I would still appreciate any further advice all of you may have.
posted by AaRdVarK at 8:18 PM on December 28, 2007

I would still appreciate any further advice all of you may have.

I had a domain lapse and get snagged out from under me. A place-holder site was put up for about a year, by which time the sleazy, scum-sucking domain squatters realized nobody was going to come running with offers of $money$, whereby they let their own registration slide and I picked it up again.

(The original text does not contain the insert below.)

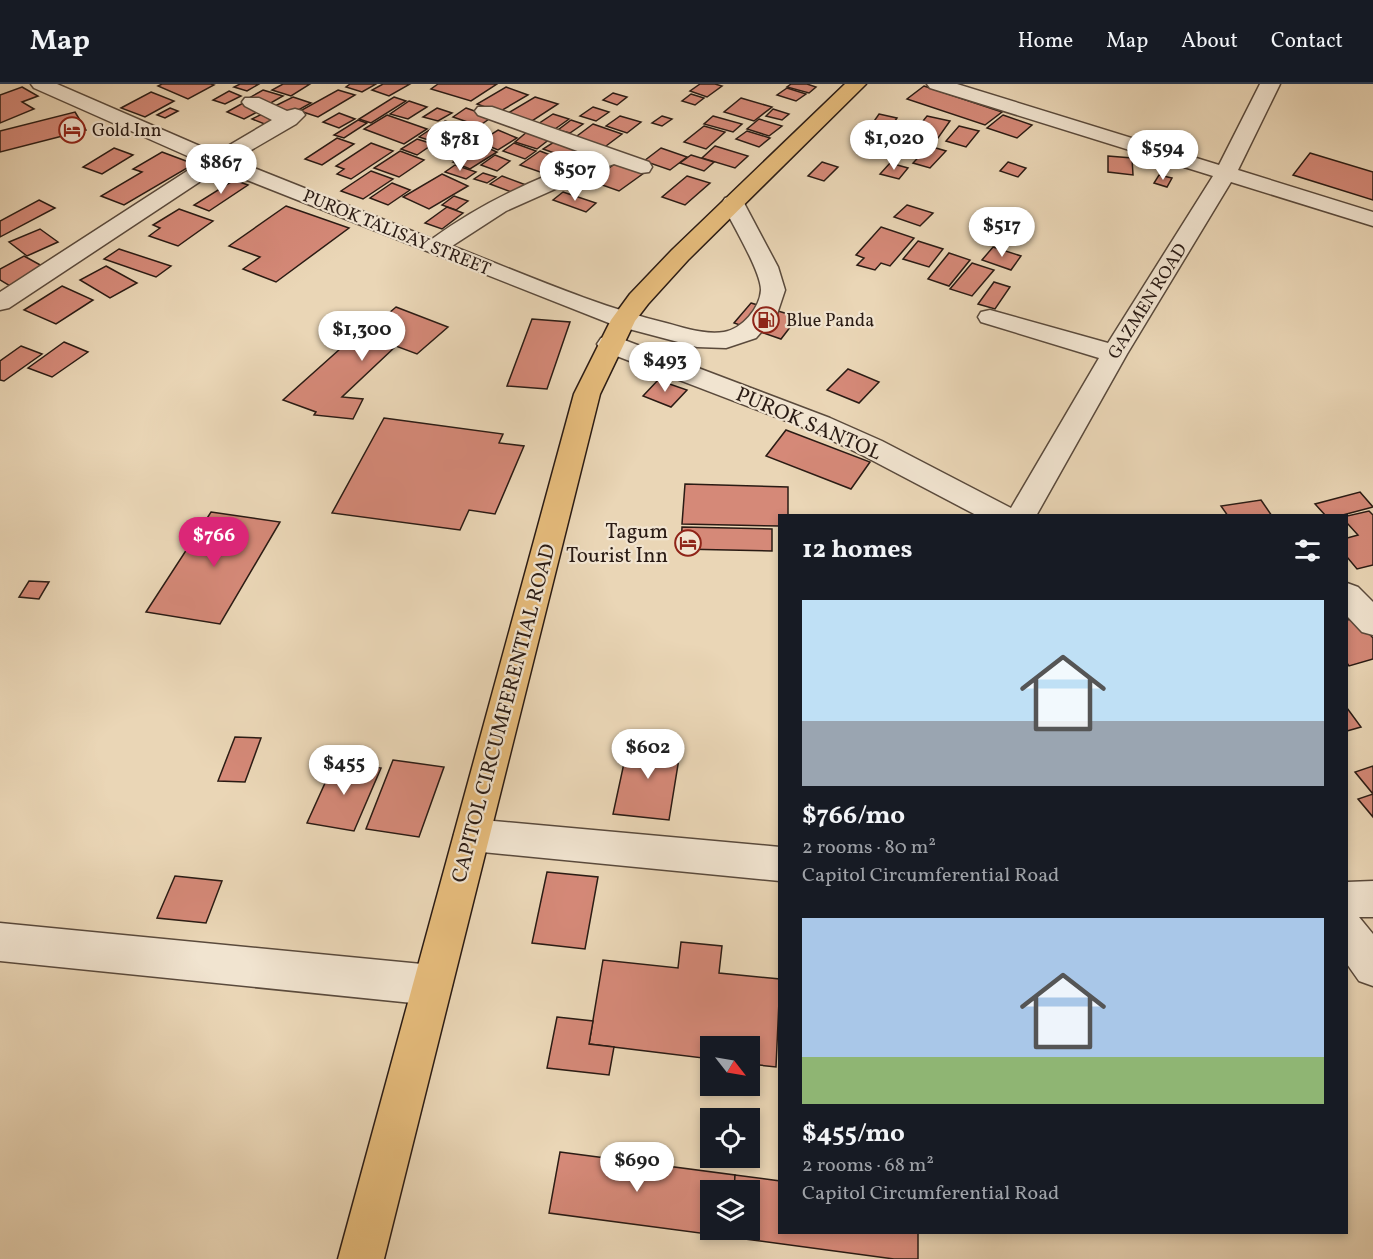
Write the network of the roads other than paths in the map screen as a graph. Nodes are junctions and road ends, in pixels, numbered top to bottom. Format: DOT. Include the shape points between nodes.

Hate to say it, but the absolute worst thing you could have done was to register the the other TLDs (.org/.net/.etc). You compounded your mistake by emailing the person and asking them for it back. Now they know you want it. Now they're going to hold on to it.
posted by Civil_Disobedient at 9:49 PM on December 28, 2007

The fact that Dell, Microsoft and several other companies have been so aggressive of late plays to your favor. If he comes back with ANY sort of bad faith request above say $100, I would respond with a "I was really hoping to avoid litigation in this situation. As you know, many companies and individuals are being sued as a result of this sort of practice and I'm loathe to go that route. (cite cases here) Can we not be reasonable about this?" type note.

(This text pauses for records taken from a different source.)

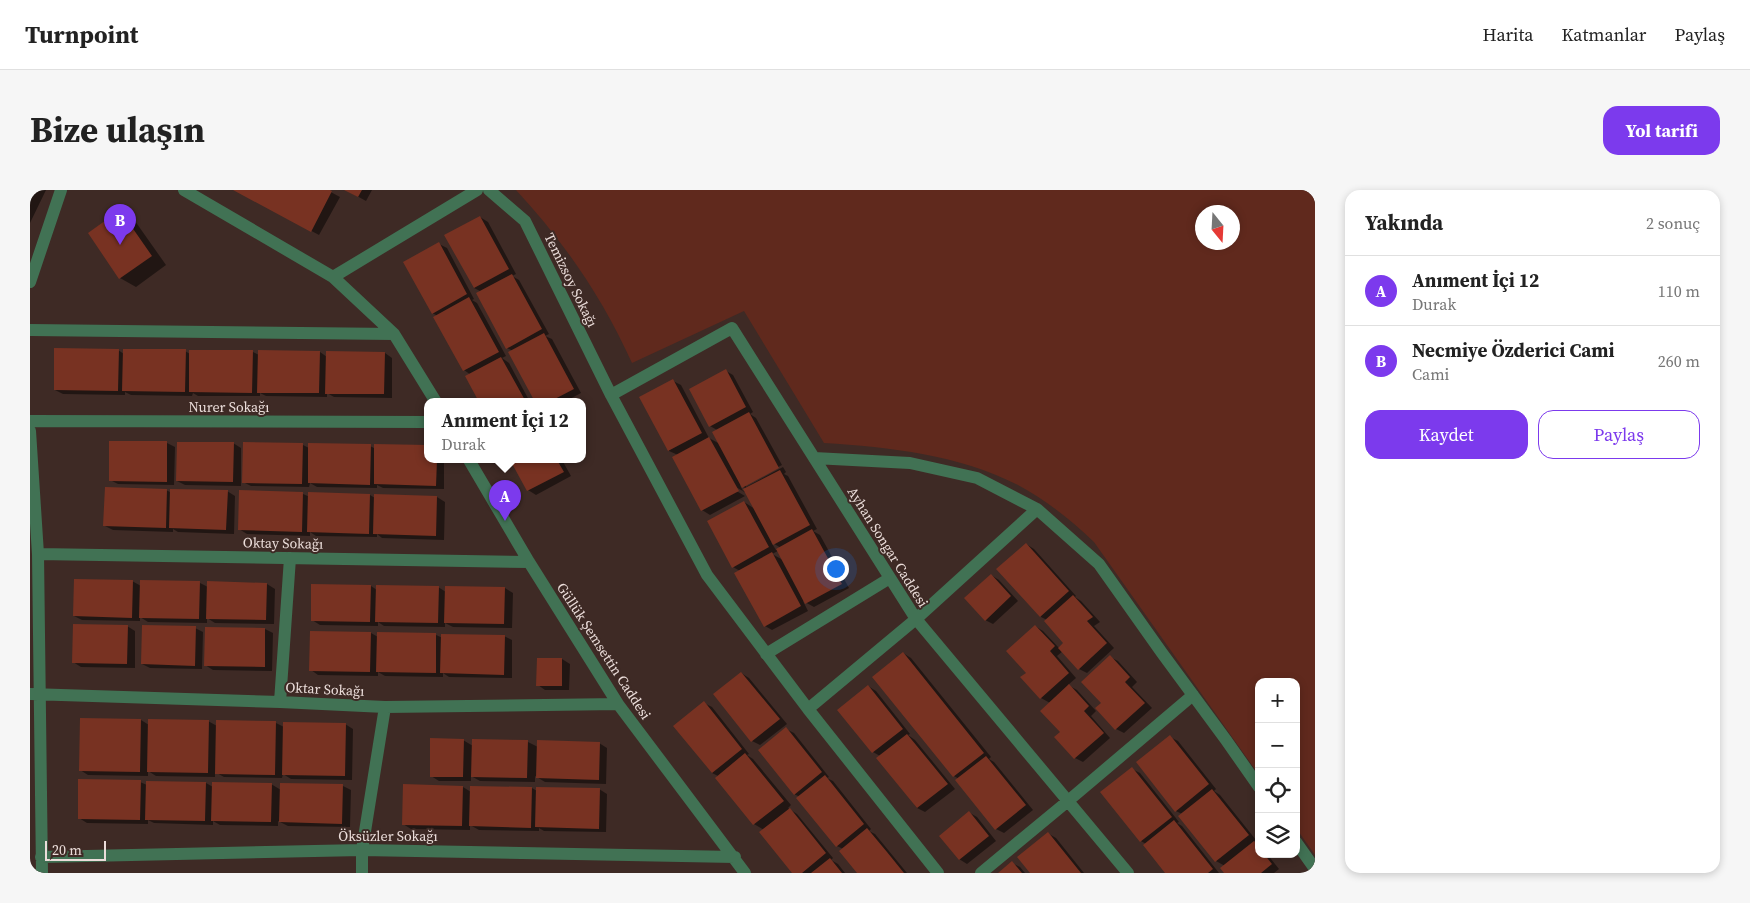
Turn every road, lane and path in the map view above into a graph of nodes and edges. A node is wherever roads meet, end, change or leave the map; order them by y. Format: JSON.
{"nodes":[{"id":1,"x":61,"y":190,"type":"edge"},
{"id":2,"x":184,"y":190,"type":"edge"},
{"id":3,"x":477,"y":190,"type":"edge"},
{"id":4,"x":489,"y":190,"type":"edge"},
{"id":5,"x":333,"y":277,"type":"junction"},
{"id":6,"x":30,"y":282,"type":"edge"},
{"id":7,"x":30,"y":330,"type":"edge"},
{"id":8,"x":394,"y":334,"type":"junction"},
{"id":9,"x":611,"y":395,"type":"junction"},
{"id":10,"x":434,"y":398,"type":"edge"},
{"id":11,"x":30,"y":421,"type":"edge"},
{"id":12,"x":424,"y":422,"type":"edge"},
{"id":13,"x":30,"y":431,"type":"edge"},
{"id":14,"x":814,"y":458,"type":"junction"},
{"id":15,"x":471,"y":463,"type":"edge"},
{"id":16,"x":1037,"y":509,"type":"junction"},
{"id":17,"x":38,"y":554,"type":"junction"},
{"id":18,"x":290,"y":558,"type":"junction"},
{"id":19,"x":528,"y":562,"type":"junction"},
{"id":20,"x":890,"y":578,"type":"junction"},
{"id":21,"x":916,"y":619,"type":"junction"},
{"id":22,"x":766,"y":654,"type":"junction"},
{"id":23,"x":35,"y":694,"type":"edge"},
{"id":24,"x":1192,"y":695,"type":"junction"},
{"id":25,"x":280,"y":702,"type":"junction"},
{"id":26,"x":618,"y":704,"type":"junction"},
{"id":27,"x":385,"y":707,"type":"junction"},
{"id":28,"x":808,"y":709,"type":"junction"},
{"id":29,"x":35,"y":776,"type":"edge"},
{"id":30,"x":1255,"y":782,"type":"edge"},
{"id":31,"x":1068,"y":801,"type":"junction"},
{"id":32,"x":1300,"y":848,"type":"edge"},
{"id":33,"x":362,"y":850,"type":"junction"},
{"id":34,"x":41,"y":857,"type":"junction"},
{"id":35,"x":735,"y":857,"type":"junction"},
{"id":36,"x":1315,"y":869,"type":"edge"},
{"id":37,"x":42,"y":873,"type":"edge"},
{"id":38,"x":362,"y":873,"type":"edge"},
{"id":39,"x":745,"y":873,"type":"edge"},
{"id":40,"x":938,"y":873,"type":"edge"},
{"id":41,"x":981,"y":873,"type":"edge"},
{"id":42,"x":1128,"y":873,"type":"edge"}],
"edges":[{"from":1,"to":6,"type":"street"},
{"from":2,"to":5,"type":"street"},
{"from":3,"to":5,"type":"street"},
{"from":4,"to":9,"type":"street","name":"Temizsoy Sokağı"},
{"from":5,"to":8,"type":"street"},
{"from":7,"to":8,"type":"street"},
{"from":8,"to":10,"type":"street"},
{"from":9,"to":14,"type":"street","name":"Ayhan Songar Caddesi"},
{"from":9,"to":22,"type":"street","name":"Temizsoy Sokağı"},
{"from":11,"to":12,"type":"street","name":"Nurer Sokağı"},
{"from":13,"to":17,"type":"street"},
{"from":14,"to":16,"type":"street"},
{"from":14,"to":20,"type":"street","name":"Ayhan Songar Caddesi"},
{"from":15,"to":19,"type":"street","name":"Güllük Şemsettin Caddesi"},
{"from":16,"to":21,"type":"street"},
{"from":16,"to":24,"type":"street"},
{"from":17,"to":18,"type":"street","name":"Oktay Sokağı"},
{"from":17,"to":23,"type":"street"},
{"from":18,"to":19,"type":"street","name":"Oktay Sokağı"},
{"from":18,"to":25,"type":"street"},
{"from":19,"to":26,"type":"street","name":"Güllük Şemsettin Caddesi"},
{"from":20,"to":21,"type":"street","name":"Ayhan Songar Caddesi"},
{"from":20,"to":22,"type":"street"},
{"from":21,"to":28,"type":"street"},
{"from":21,"to":31,"type":"street","name":"Ayhan Songar Caddesi"},
{"from":22,"to":28,"type":"street","name":"Temizsoy Sokağı"},
{"from":23,"to":25,"type":"street","name":"Oktar Sokağı"},
{"from":23,"to":29,"type":"street"},
{"from":24,"to":30,"type":"street"},
{"from":24,"to":31,"type":"street"},
{"from":25,"to":27,"type":"street","name":"Oktar Sokağı"},
{"from":26,"to":27,"type":"street","name":"Oktar Sokağı"},
{"from":26,"to":35,"type":"street","name":"Güllük Şemsettin Caddesi"},
{"from":27,"to":33,"type":"street"},
{"from":28,"to":40,"type":"street","name":"Temizsoy Sokağı"},
{"from":29,"to":34,"type":"street"},
{"from":31,"to":41,"type":"street"},
{"from":31,"to":42,"type":"street","name":"Ayhan Songar Caddesi"},
{"from":32,"to":36,"type":"street"},
{"from":33,"to":34,"type":"street","name":"Öksüzler Sokağı"},
{"from":33,"to":35,"type":"street","name":"Öksüzler Sokağı"},
{"from":33,"to":38,"type":"street"},
{"from":34,"to":37,"type":"street"},
{"from":35,"to":39,"type":"street","name":"Güllük Şemsettin Caddesi"}]}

If that proves to fall on deaf ears, have an attorney send a cease & desist letter. If that still fails to elicit the appropriate response WIPO is your friend.

Feel free to contact me directly if you have more questions. Also - put it on auto-renew when you get it back, for pete's sake!
posted by FlamingBore at 10:23 PM on December 28, 2007

Civil_Disobedient: Thanks for the response! I was very hesitant to email him, but after doing a lot of reading, I realized that I do have a legal claim to the name, as it as been the trade name for my corporation for nearly five years. The best information I've found so far on the subject is in this article (although, it is nearly eight years old).

My email was very humble, but I tried to make it apparent that the corporation had a claim to the trade name. Hopefully he will see that, and we can work something out. If not, I'll just suck it up and stick with .net. If it's good enough for American Apparel, it's good enough for me.
posted by AaRdVarK at 10:24 PM on December 28, 2007

FlamingBore: Thanks for the advice! I've taken you up on your offer and sent you some MeFiMail with some more details.

I think this whole business happened when I consolidated my registrations with one registrar and it somehow fell through the cracks. No excuses. I've gone through and renewed my critical domains for the full ten year that I am allowed to.
posted by AaRdVarK at 10:42 PM on December 28, 2007

Just a heads up, the filing fee with WIPO is around $2200 right now, plus the cost of having someone file for you. You can file yourself, but it's quite a bit of work. After seeing how varied panelists responses to near-identical filings were, I dropped the illusion that I could take care of it myself and lawyered up. Granted, I've got a big company behind me, but it's still worth the expense, as a denied complaint gets you nothing but a $2200 bill and a registrant who can REALLY take you to the cleaners.

But, again, no trademark, no UDRP arbitration.
posted by SpiffyRob at 6:49 AM on December 29, 2007

Honestly, If it came to that, I'd skip the UDRP process and go straight to the courts. I'm fortunate in that his registered address is less than 300 miles from me.

With FlamingBore's assistance, I was able to determine that the guy who registered it only has a about five other domains. It sounds like he just picked it up on a lark and this is all a big coincidence. I'm hopeful that he'll let it go pretty easily.